▸ **TASK**
Report each line of the entries that includes "Odan" by copying it.

▸ **INFORMATION SHOWN**
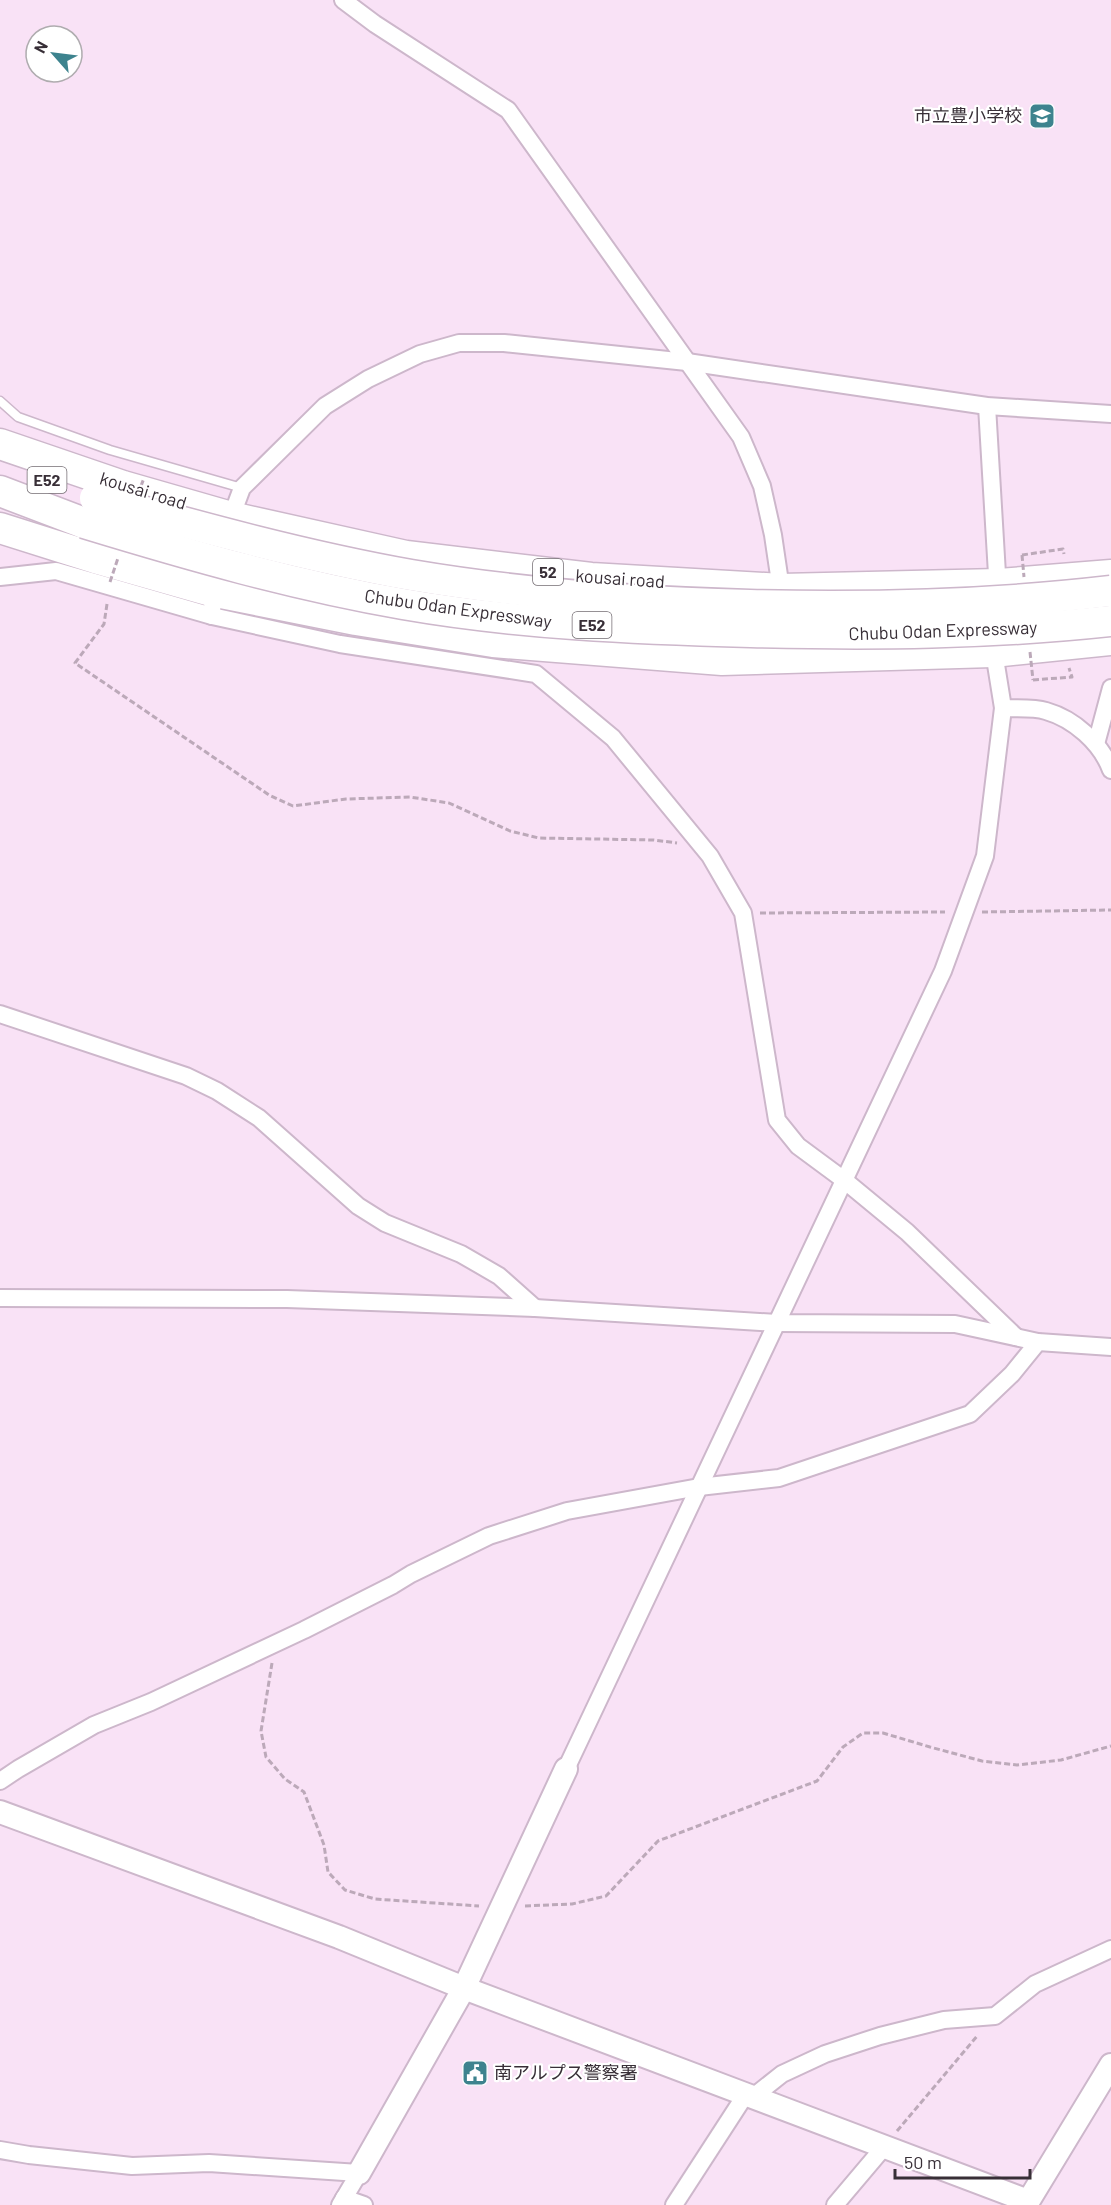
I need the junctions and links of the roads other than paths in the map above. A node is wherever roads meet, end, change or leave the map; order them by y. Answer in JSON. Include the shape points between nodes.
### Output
{"nodes":[{"id":1,"x":343,"y":0,"type":"edge"},
{"id":2,"x":687,"y":362,"type":"junction"},
{"id":3,"x":0,"y":401,"type":"edge"},
{"id":4,"x":987,"y":406,"type":"junction"},
{"id":5,"x":1111,"y":414,"type":"edge"},
{"id":6,"x":0,"y":444,"type":"edge"},
{"id":7,"x":0,"y":463,"type":"edge"},
{"id":8,"x":242,"y":488,"type":"junction"},
{"id":9,"x":0,"y":491,"type":"edge"},
{"id":10,"x":231,"y":517,"type":"junction"},
{"id":11,"x":0,"y":528,"type":"edge"},
{"id":12,"x":1111,"y":575,"type":"edge"},
{"id":13,"x":0,"y":577,"type":"edge"},
{"id":14,"x":999,"y":584,"type":"junction"},
{"id":15,"x":781,"y":589,"type":"junction"},
{"id":16,"x":1111,"y":591,"type":"edge"},
{"id":17,"x":212,"y":603,"type":"junction"},
{"id":18,"x":1111,"y":621,"type":"edge"},
{"id":19,"x":1111,"y":640,"type":"edge"},
{"id":20,"x":993,"y":652,"type":"junction"},
{"id":21,"x":1111,"y":688,"type":"edge"},
{"id":22,"x":1003,"y":708,"type":"junction"},
{"id":23,"x":1096,"y":744,"type":"junction"},
{"id":24,"x":1111,"y":770,"type":"edge"},
{"id":25,"x":0,"y":1014,"type":"edge"},
{"id":26,"x":844,"y":1180,"type":"junction"},
{"id":27,"x":0,"y":1298,"type":"edge"},
{"id":28,"x":535,"y":1308,"type":"junction"},
{"id":29,"x":777,"y":1323,"type":"junction"},
{"id":30,"x":1016,"y":1337,"type":"junction"},
{"id":31,"x":1038,"y":1342,"type":"junction"},
{"id":32,"x":1111,"y":1347,"type":"edge"},
{"id":33,"x":699,"y":1487,"type":"junction"},
{"id":34,"x":566,"y":1768,"type":"joint"},
{"id":35,"x":0,"y":1781,"type":"edge"},
{"id":36,"x":0,"y":1812,"type":"edge"},
{"id":37,"x":1111,"y":1949,"type":"edge"},
{"id":38,"x":464,"y":1988,"type":"junction"},
{"id":39,"x":1111,"y":2065,"type":"edge"},
{"id":40,"x":749,"y":2095,"type":"junction"},
{"id":41,"x":884,"y":2147,"type":"junction"},
{"id":42,"x":0,"y":2150,"type":"edge"},
{"id":43,"x":359,"y":2173,"type":"junction"},
{"id":44,"x":342,"y":2202,"type":"edge"},
{"id":45,"x":1027,"y":2203,"type":"edge"},
{"id":46,"x":364,"y":2205,"type":"edge"},
{"id":47,"x":674,"y":2205,"type":"edge"},
{"id":48,"x":835,"y":2205,"type":"edge"}],
"edges":[{"from":1,"to":2,"type":"street","via":[[508,110]]},
{"from":2,"to":4,"type":"street"},
{"from":2,"to":8,"type":"street","via":[[504,343],[459,343],[420,354],[325,406]]},
{"from":2,"to":15,"type":"street","via":[[741,437],[762,486]]},
{"from":3,"to":8,"type":"lane","via":[[18,417],[110,450]]},
{"from":4,"to":5,"type":"street"},
{"from":4,"to":14,"type":"street"},
{"from":6,"to":10,"type":"highway","name":"kousai road","number":"52"},
{"from":7,"to":16,"type":"highway","name":"Chubu Odan Expressway","number":"E52","bridge":true,"via":[[95,498],[301,553],[533,593],[659,603],[867,606],[962,604]]},
{"from":8,"to":10,"type":"street"},
{"from":9,"to":18,"type":"highway","name":"Chubu Odan Expressway","number":"E52","bridge":true,"via":[[84,523],[293,582],[404,604],[529,621],[867,635],[977,632]]},
{"from":10,"to":15,"type":"highway","name":"kousai road","number":"52","via":[[406,555],[591,578]]},
{"from":10,"to":17,"type":"street"},
{"from":11,"to":17,"type":"highway","via":[[94,558]]},
{"from":12,"to":14,"type":"highway","name":"kousai road","number":"52"},
{"from":13,"to":17,"type":"street","via":[[56,571],[110,587]]},
{"from":14,"to":15,"type":"highway","name":"kousai road","number":"52"},
{"from":14,"to":20,"type":"street"},
{"from":17,"to":20,"type":"highway","via":[[493,642],[722,660]]},
{"from":17,"to":26,"type":"street","via":[[340,644],[536,674],[613,738],[710,856],[743,913],[777,1120],[798,1146]]},
{"from":19,"to":20,"type":"highway"},
{"from":20,"to":22,"type":"street"},
{"from":21,"to":23,"type":"street"},
{"from":22,"to":23,"type":"street","via":[[1045,711],[1066,720]]},
{"from":22,"to":26,"type":"street","via":[[985,856],[943,971]]},
{"from":23,"to":24,"type":"street"},
{"from":25,"to":28,"type":"street","via":[[186,1076],[217,1091],[259,1118],[358,1206],[385,1223],[461,1254],[500,1276]]},
{"from":26,"to":29,"type":"street"},
{"from":26,"to":30,"type":"street","via":[[907,1232]]},
{"from":27,"to":28,"type":"street","via":[[287,1299]]},
{"from":28,"to":29,"type":"street"},
{"from":29,"to":30,"type":"street","via":[[955,1324]]},
{"from":29,"to":33,"type":"street"},
{"from":30,"to":31,"type":"street"},
{"from":31,"to":32,"type":"street"},
{"from":31,"to":33,"type":"street","via":[[1012,1374],[970,1414],[779,1478]]},
{"from":33,"to":34,"type":"street"},
{"from":33,"to":35,"type":"street","via":[[567,1511],[489,1536],[275,1644],[94,1725]]},
{"from":34,"to":38,"type":"street"},
{"from":36,"to":38,"type":"street","via":[[328,1933]]},
{"from":37,"to":40,"type":"street","via":[[1035,1984],[994,2016],[944,2020],[880,2036],[825,2054]]},
{"from":38,"to":40,"type":"street"},
{"from":38,"to":43,"type":"street"},
{"from":39,"to":45,"type":"street"},
{"from":40,"to":41,"type":"street"},
{"from":40,"to":47,"type":"street"},
{"from":41,"to":45,"type":"street"},
{"from":41,"to":48,"type":"street"},
{"from":42,"to":43,"type":"street","via":[[132,2166],[209,2163]]},
{"from":43,"to":44,"type":"street"},
{"from":44,"to":46,"type":"street"}]}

▸ **WORKED SOLUTION**
{"from":7,"to":16,"type":"highway","name":"Chubu Odan Expressway","number":"E52","bridge":true,"via":[[95,498],[301,553],[533,593],[659,603],[867,606],[962,604]]},
{"from":9,"to":18,"type":"highway","name":"Chubu Odan Expressway","number":"E52","bridge":true,"via":[[84,523],[293,582],[404,604],[529,621],[867,635],[977,632]]},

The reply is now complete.